━━ Records for the exercise

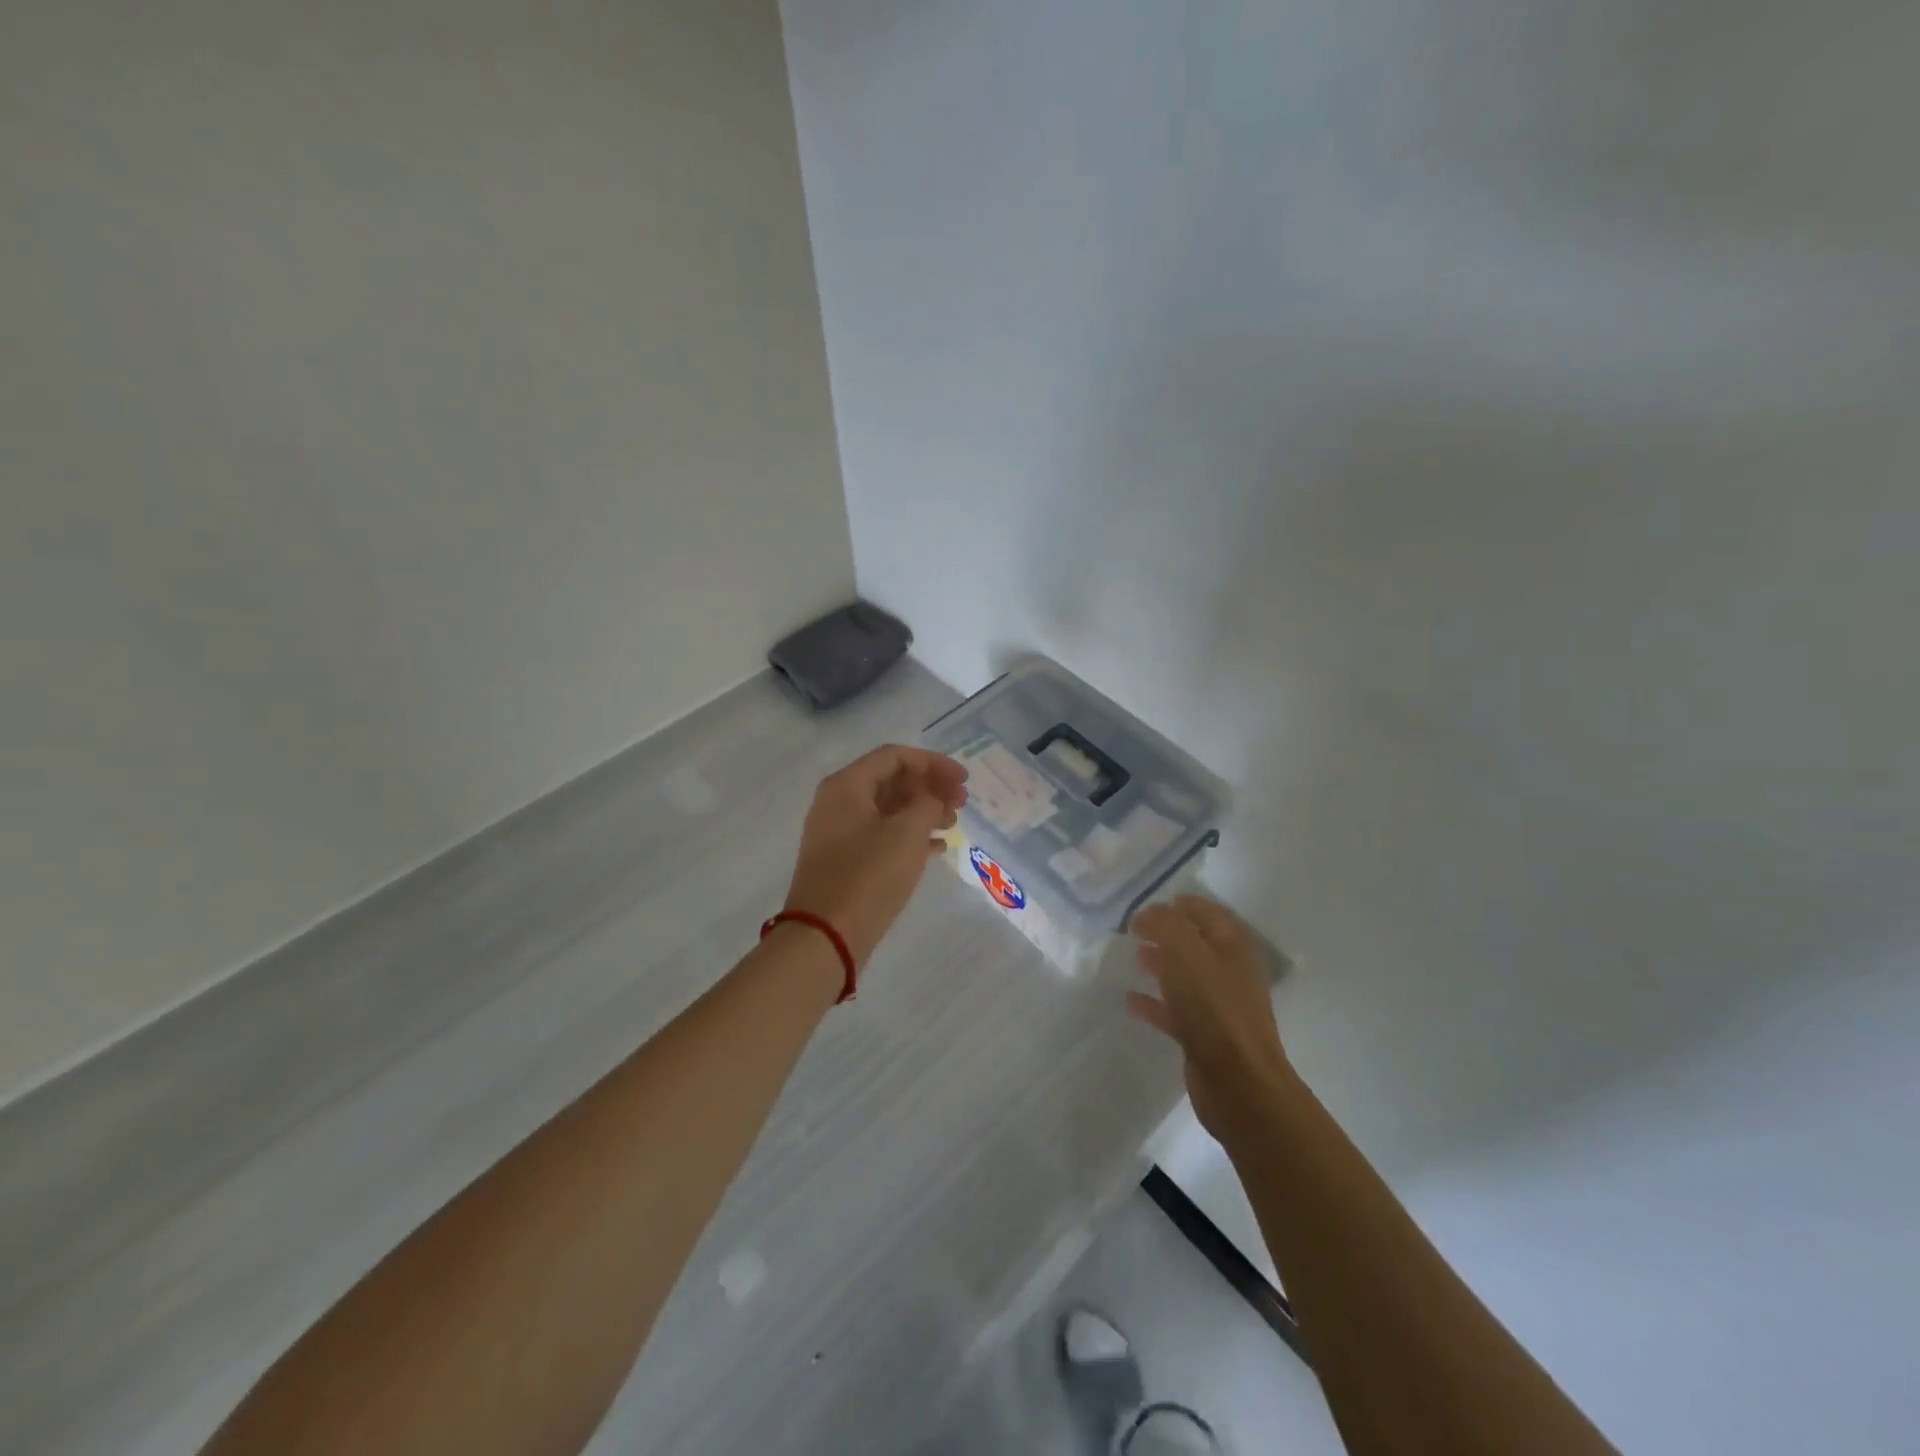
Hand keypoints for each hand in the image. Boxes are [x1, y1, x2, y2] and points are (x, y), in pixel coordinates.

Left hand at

━━━━
━━ Records for the exercise

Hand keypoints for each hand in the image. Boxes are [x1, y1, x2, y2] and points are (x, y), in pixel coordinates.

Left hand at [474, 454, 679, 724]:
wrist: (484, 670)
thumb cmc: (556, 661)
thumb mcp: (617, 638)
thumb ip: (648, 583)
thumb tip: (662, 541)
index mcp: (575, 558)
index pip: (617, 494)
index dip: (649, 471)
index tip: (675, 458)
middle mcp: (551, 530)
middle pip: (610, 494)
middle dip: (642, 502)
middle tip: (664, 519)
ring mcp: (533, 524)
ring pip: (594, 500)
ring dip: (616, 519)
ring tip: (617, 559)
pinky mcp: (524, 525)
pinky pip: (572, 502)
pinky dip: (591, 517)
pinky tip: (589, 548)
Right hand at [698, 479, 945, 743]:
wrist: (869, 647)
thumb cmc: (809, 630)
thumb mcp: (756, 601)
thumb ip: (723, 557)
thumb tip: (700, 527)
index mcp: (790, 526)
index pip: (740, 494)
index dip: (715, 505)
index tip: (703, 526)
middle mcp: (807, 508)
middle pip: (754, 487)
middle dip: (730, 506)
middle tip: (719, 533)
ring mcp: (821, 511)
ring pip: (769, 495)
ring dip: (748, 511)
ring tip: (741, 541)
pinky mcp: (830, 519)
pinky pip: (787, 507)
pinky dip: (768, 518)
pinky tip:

━━━━
━━ Records for the exercise

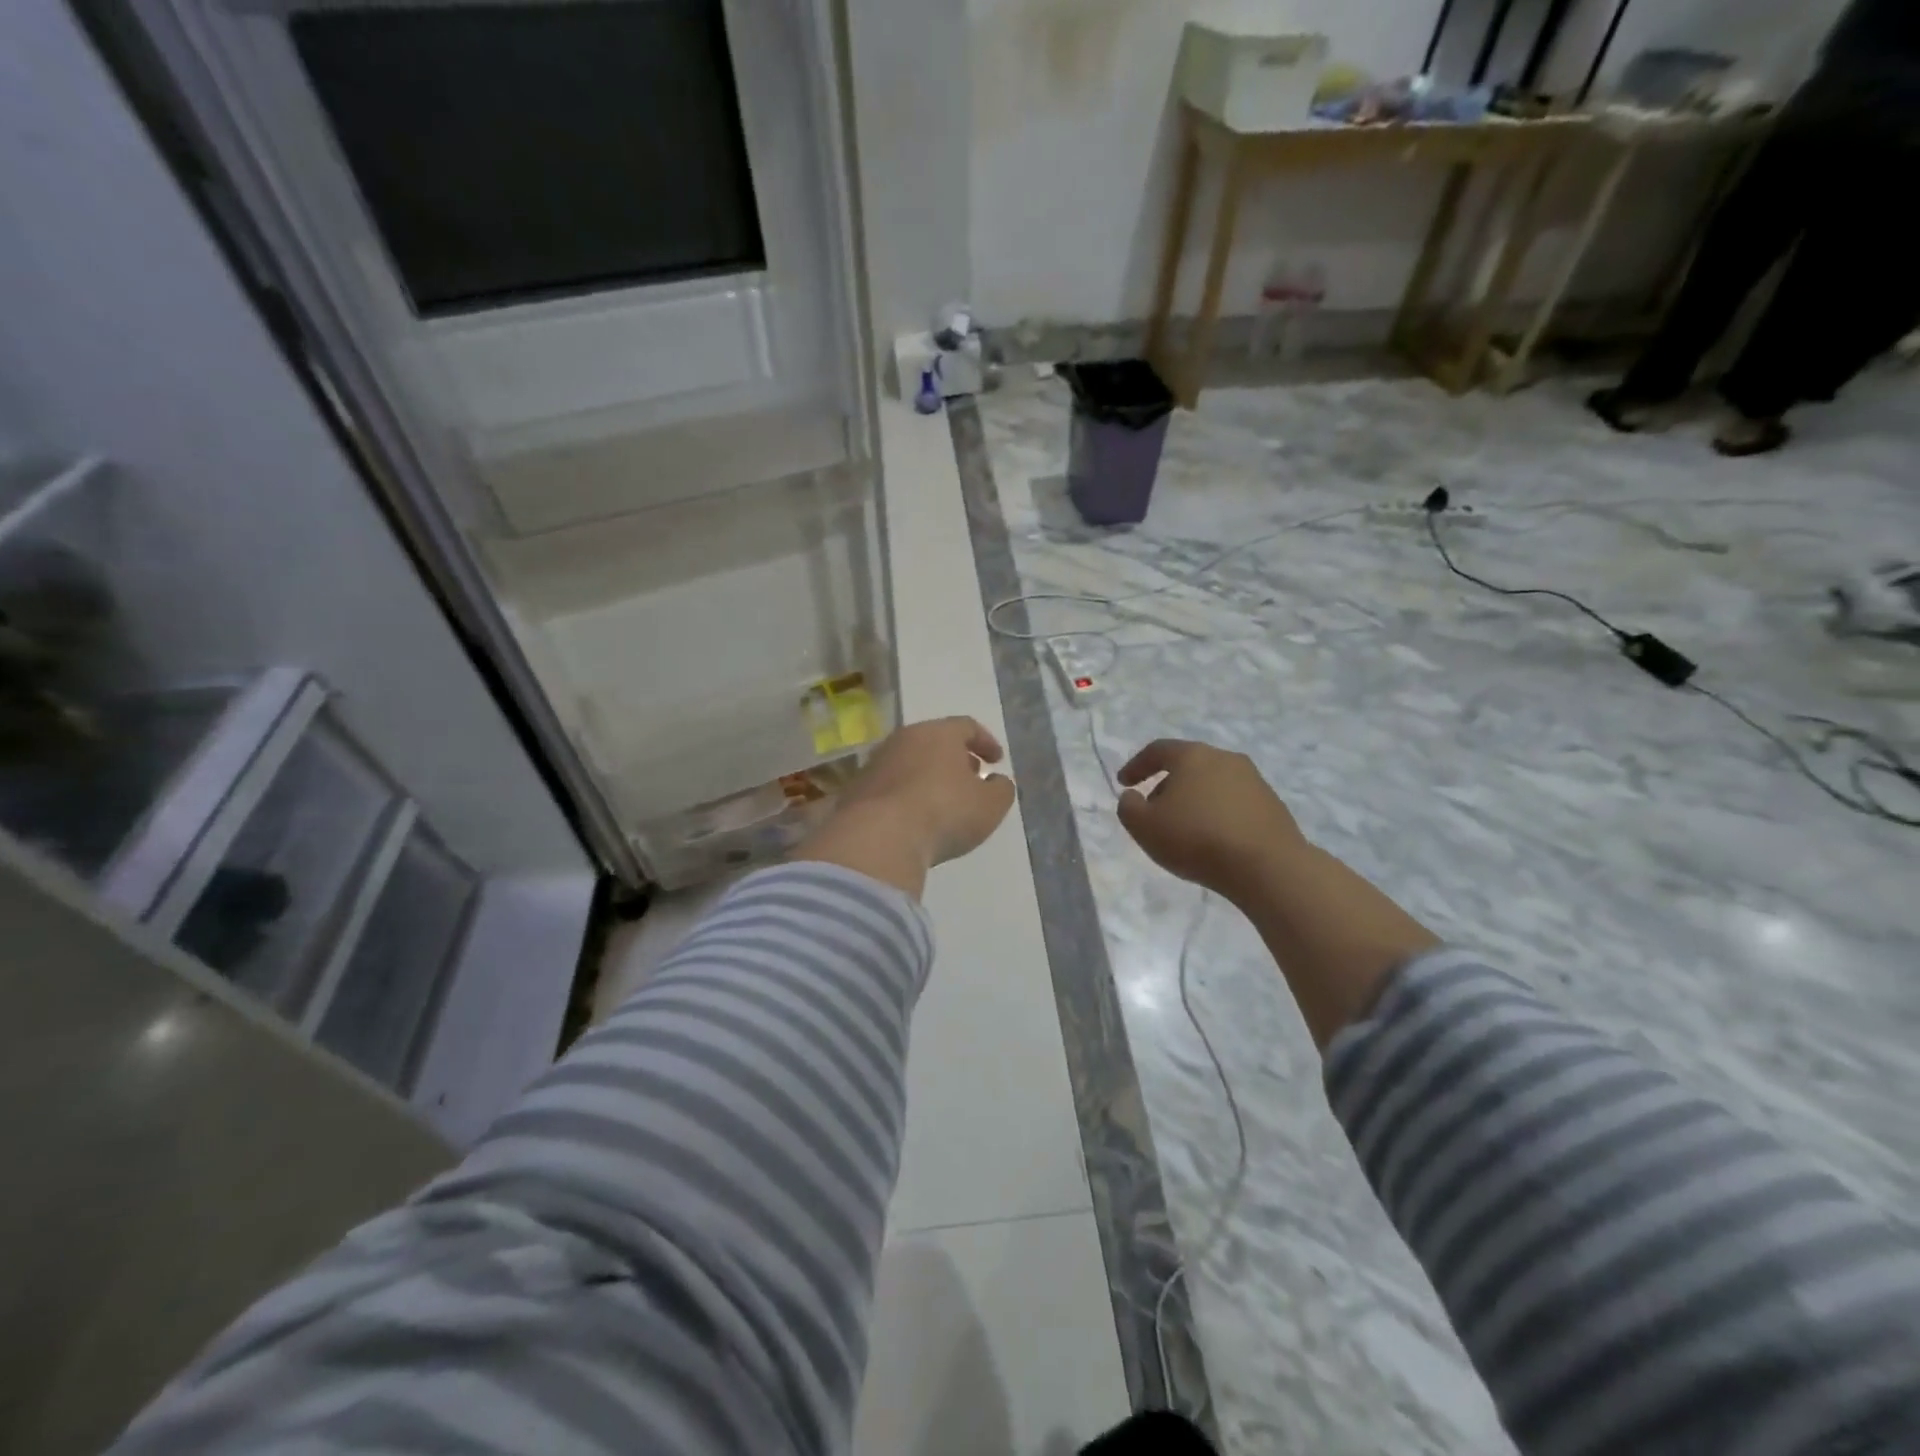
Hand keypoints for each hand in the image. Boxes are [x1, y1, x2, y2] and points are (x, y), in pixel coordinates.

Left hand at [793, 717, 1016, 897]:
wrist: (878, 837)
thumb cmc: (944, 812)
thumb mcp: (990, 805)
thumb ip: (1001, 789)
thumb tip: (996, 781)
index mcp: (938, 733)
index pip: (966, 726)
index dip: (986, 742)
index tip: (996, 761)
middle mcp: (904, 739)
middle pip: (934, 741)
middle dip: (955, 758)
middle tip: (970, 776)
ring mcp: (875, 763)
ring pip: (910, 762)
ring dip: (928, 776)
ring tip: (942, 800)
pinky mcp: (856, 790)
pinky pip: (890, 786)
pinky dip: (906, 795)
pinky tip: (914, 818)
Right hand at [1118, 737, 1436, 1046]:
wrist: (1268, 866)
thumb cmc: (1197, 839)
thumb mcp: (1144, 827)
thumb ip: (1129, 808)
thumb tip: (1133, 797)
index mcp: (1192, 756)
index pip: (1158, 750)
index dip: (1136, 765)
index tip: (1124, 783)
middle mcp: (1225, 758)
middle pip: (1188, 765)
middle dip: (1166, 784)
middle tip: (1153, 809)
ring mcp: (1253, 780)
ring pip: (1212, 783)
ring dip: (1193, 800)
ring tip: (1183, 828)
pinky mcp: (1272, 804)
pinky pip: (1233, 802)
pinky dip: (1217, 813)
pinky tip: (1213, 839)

━━━━

◆ Task prompt
When you reach the line containing "index tip: (1124, 783)" in the data above, start copying exactly, and stop after the line containing "pinky tip: (1213, 839)".

◆ Solution to this exercise
index tip: (1124, 783)
middle mcp: (1225, 758)
middle pip: (1188, 765)
middle dip: (1166, 784)
middle tip: (1153, 809)
ring mcp: (1253, 780)
ring pip: (1212, 783)
ring dip: (1193, 800)
ring tip: (1183, 828)
pinky mcp: (1272, 804)
pinky pip: (1233, 802)
pinky dip: (1217, 813)
pinky tip: (1213, 839)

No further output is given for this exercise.